→ Exercise aim: The required output is the line with "in the image" and each line that follows it to the end of the entries below, copied exactly and with nothing added.

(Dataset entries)

☆ ☆ ☆

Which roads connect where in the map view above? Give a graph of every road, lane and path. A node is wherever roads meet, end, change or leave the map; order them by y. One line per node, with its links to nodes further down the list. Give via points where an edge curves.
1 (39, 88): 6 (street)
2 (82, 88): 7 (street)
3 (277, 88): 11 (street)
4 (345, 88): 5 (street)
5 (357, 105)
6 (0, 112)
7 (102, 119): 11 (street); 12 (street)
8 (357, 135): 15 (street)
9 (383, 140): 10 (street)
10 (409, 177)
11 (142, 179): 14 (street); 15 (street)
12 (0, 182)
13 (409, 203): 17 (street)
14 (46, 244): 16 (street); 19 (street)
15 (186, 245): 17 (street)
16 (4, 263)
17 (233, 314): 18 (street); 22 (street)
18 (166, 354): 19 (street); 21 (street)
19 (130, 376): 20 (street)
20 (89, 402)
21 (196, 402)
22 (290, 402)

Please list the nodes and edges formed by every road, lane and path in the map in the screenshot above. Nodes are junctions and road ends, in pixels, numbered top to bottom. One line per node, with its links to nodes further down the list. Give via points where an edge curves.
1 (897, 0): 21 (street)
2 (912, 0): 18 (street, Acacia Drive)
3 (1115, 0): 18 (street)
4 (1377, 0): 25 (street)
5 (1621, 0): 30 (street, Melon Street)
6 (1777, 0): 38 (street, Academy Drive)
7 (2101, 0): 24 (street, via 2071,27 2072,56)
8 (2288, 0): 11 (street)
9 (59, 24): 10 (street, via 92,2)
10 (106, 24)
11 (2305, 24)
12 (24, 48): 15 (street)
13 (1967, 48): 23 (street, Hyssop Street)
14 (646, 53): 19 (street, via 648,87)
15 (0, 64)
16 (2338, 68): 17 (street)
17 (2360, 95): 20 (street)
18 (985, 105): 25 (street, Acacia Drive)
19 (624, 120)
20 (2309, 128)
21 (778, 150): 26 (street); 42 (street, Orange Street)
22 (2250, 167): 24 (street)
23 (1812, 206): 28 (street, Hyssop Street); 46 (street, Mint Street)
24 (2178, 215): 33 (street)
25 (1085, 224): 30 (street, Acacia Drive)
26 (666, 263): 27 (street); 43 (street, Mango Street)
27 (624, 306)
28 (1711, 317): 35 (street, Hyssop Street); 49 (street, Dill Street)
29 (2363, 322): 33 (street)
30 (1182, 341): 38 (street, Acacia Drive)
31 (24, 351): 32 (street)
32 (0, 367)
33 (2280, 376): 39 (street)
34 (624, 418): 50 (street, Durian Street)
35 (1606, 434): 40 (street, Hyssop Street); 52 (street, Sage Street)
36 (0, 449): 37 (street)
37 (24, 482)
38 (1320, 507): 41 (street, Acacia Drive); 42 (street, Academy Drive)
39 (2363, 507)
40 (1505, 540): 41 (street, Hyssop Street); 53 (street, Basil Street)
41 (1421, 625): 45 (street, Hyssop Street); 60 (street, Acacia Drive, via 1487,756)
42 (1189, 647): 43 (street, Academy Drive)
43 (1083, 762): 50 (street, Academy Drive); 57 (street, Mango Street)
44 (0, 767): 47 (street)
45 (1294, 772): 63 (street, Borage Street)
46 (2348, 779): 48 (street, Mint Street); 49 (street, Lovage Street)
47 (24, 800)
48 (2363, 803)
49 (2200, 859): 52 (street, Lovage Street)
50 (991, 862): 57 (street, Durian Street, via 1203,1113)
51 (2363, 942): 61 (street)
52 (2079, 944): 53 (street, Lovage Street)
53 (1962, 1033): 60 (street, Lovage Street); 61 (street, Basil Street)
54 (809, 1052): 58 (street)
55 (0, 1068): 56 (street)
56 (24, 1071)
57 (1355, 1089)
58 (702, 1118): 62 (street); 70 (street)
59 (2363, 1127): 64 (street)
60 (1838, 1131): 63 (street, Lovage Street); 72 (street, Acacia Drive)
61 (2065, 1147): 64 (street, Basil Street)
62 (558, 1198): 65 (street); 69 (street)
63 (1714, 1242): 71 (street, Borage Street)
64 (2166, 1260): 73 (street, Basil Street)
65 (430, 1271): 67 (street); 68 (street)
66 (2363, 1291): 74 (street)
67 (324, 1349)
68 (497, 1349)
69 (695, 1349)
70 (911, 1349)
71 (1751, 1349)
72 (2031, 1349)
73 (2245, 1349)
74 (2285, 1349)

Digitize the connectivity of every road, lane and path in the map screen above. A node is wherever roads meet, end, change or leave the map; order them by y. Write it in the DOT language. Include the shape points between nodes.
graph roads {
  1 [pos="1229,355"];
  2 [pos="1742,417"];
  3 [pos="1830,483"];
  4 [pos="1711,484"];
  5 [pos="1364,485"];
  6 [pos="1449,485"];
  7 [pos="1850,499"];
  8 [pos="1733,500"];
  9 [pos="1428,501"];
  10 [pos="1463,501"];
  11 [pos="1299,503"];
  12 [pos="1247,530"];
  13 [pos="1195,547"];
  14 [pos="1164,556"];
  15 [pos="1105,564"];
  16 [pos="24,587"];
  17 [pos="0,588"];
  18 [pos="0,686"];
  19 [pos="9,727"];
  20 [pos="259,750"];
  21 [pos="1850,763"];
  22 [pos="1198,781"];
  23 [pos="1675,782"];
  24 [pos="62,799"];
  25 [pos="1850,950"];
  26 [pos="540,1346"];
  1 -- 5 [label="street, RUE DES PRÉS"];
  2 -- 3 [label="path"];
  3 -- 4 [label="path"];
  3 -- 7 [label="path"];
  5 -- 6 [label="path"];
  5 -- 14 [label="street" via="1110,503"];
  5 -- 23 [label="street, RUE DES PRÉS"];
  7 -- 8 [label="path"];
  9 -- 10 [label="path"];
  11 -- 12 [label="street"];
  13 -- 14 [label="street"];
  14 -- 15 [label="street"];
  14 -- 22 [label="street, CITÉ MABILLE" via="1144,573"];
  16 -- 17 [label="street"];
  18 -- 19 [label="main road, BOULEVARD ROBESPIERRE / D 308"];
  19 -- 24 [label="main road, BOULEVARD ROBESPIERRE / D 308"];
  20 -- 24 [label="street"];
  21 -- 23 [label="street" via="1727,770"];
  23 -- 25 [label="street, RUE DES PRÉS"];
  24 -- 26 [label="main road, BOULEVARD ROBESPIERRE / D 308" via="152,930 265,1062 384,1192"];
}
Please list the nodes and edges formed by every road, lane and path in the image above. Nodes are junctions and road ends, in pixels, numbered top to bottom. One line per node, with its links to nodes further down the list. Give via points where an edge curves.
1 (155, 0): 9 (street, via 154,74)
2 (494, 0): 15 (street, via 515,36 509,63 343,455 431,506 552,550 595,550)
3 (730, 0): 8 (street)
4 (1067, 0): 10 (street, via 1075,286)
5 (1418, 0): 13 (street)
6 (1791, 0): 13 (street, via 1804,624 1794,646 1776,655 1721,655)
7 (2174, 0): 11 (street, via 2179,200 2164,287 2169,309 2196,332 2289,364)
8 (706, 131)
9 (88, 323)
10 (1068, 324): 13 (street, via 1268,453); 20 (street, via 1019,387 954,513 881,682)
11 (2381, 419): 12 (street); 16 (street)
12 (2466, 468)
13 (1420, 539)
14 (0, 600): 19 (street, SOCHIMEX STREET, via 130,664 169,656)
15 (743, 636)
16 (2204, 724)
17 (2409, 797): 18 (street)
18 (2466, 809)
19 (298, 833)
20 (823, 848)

☆ ☆ ☆

→ Solution:
Please list the nodes and edges formed by every road, lane and path in the image above. Nodes are junctions and road ends, in pixels, numbered top to bottom. One line per node, with its links to nodes further down the list. Give via points where an edge curves.
1 (155, 0): 9 (street, via 154,74)
2 (494, 0): 15 (street, via 515,36 509,63 343,455 431,506 552,550 595,550)
3 (730, 0): 8 (street)
4 (1067, 0): 10 (street, via 1075,286)
5 (1418, 0): 13 (street)
6 (1791, 0): 13 (street, via 1804,624 1794,646 1776,655 1721,655)
7 (2174, 0): 11 (street, via 2179,200 2164,287 2169,309 2196,332 2289,364)
8 (706, 131)
9 (88, 323)
10 (1068, 324): 13 (street, via 1268,453); 20 (street, via 1019,387 954,513 881,682)
11 (2381, 419): 12 (street); 16 (street)
12 (2466, 468)
13 (1420, 539)
14 (0, 600): 19 (street, SOCHIMEX STREET, via 130,664 169,656)
15 (743, 636)
16 (2204, 724)
17 (2409, 797): 18 (street)
18 (2466, 809)
19 (298, 833)
20 (823, 848)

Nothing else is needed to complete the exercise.